Exercise goal:
Report each line from the records where the string "Seminary" turns up.

[Stored items]
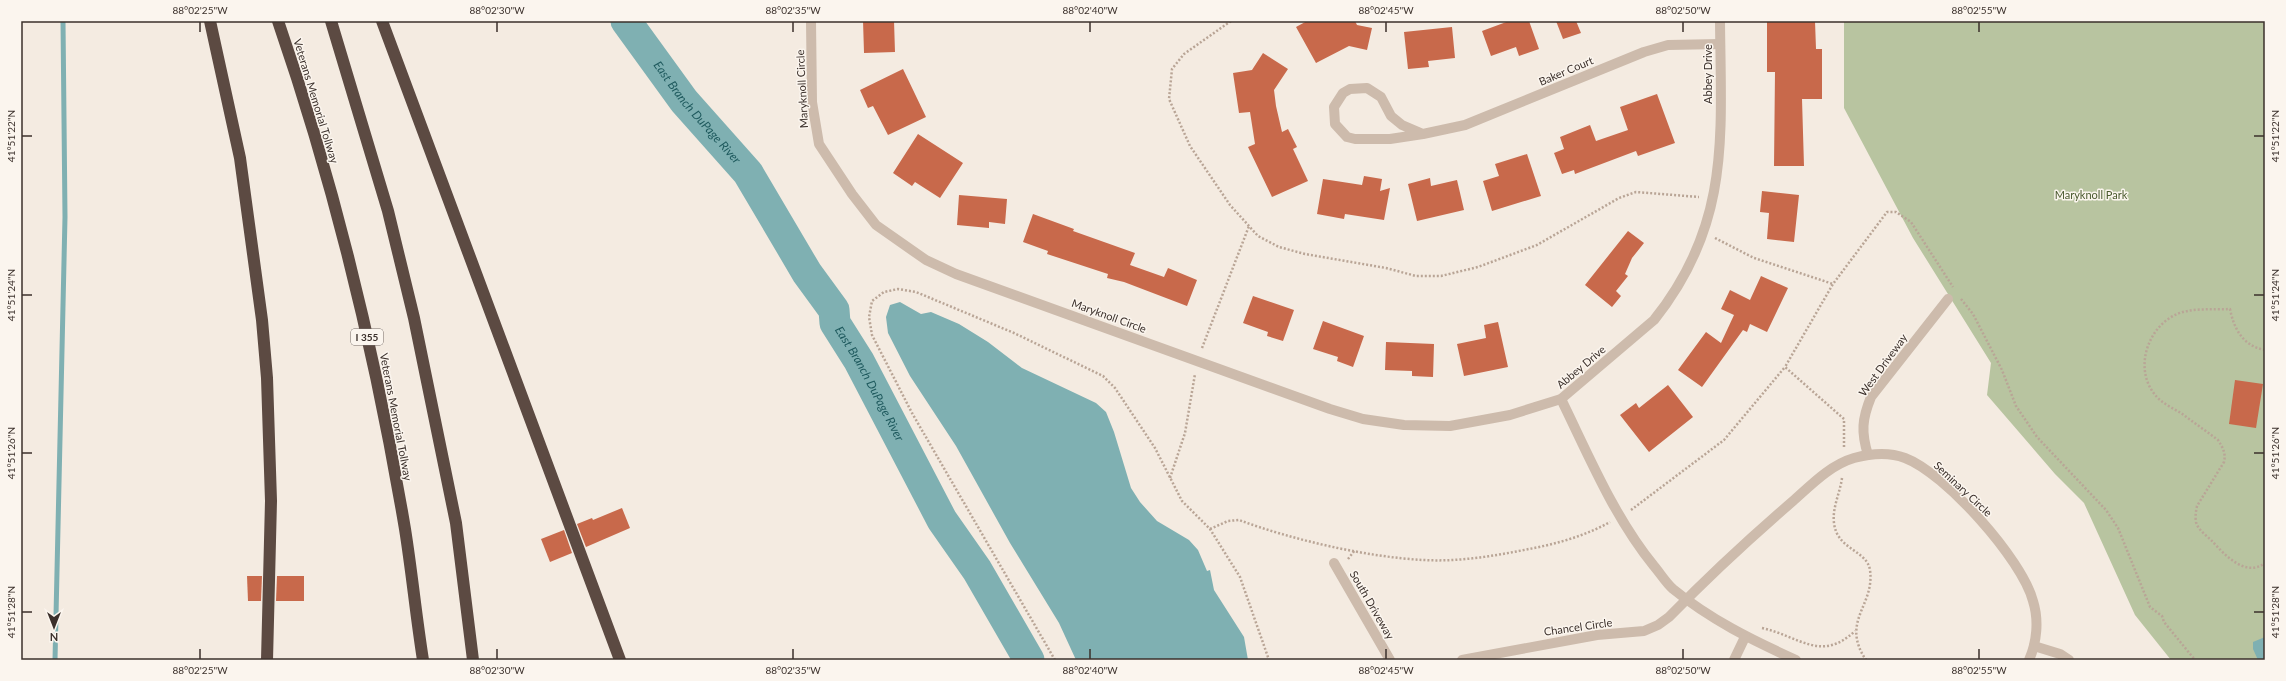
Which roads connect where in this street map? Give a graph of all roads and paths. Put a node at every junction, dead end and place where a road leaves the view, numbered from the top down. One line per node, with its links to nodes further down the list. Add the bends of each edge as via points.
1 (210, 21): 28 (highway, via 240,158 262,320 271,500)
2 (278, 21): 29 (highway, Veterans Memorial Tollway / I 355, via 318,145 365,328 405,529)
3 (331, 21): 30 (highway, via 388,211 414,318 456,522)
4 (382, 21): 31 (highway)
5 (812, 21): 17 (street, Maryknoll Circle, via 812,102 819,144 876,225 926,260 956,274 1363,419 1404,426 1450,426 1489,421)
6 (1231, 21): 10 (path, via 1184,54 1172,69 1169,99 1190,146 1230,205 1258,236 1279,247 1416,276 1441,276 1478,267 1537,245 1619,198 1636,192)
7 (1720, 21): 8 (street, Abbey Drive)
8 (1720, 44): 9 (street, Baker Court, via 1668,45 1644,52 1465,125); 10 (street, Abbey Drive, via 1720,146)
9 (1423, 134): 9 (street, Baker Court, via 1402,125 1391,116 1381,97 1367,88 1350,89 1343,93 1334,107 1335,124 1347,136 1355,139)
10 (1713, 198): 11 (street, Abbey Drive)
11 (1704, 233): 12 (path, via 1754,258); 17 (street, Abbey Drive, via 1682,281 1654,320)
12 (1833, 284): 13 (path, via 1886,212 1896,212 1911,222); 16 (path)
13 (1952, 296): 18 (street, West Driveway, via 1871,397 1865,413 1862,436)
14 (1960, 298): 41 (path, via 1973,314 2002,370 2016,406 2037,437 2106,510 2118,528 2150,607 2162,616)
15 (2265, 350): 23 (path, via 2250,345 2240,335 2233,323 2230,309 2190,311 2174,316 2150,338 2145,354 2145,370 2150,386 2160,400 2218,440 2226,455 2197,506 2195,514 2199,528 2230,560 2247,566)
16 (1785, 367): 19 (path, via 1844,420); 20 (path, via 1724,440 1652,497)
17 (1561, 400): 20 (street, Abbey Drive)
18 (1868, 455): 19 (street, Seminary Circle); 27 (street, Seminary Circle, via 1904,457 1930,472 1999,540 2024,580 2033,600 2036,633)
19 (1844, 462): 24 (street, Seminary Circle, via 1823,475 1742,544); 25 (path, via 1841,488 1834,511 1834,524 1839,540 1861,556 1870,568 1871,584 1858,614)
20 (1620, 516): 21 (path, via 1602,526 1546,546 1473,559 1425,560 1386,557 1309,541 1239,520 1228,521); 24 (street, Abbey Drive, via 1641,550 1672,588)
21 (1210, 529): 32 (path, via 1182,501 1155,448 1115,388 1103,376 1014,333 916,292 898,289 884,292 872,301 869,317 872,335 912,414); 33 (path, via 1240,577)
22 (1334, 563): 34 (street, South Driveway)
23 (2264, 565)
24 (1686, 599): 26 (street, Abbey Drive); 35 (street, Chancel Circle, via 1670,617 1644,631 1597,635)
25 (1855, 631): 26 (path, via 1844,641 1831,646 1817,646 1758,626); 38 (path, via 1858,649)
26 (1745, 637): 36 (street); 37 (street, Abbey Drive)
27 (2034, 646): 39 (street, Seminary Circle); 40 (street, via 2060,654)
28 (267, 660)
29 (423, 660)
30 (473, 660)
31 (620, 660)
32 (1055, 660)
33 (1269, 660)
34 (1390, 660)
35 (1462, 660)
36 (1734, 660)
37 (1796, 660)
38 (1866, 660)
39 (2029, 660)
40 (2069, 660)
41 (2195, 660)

Solved problem:
18 (1868, 455): 19 (street, Seminary Circle); 27 (street, Seminary Circle, via 1904,457 1930,472 1999,540 2024,580 2033,600 2036,633)
19 (1844, 462): 24 (street, Seminary Circle, via 1823,475 1742,544); 25 (path, via 1841,488 1834,511 1834,524 1839,540 1861,556 1870,568 1871,584 1858,614)
27 (2034, 646): 39 (street, Seminary Circle); 40 (street, via 2060,654)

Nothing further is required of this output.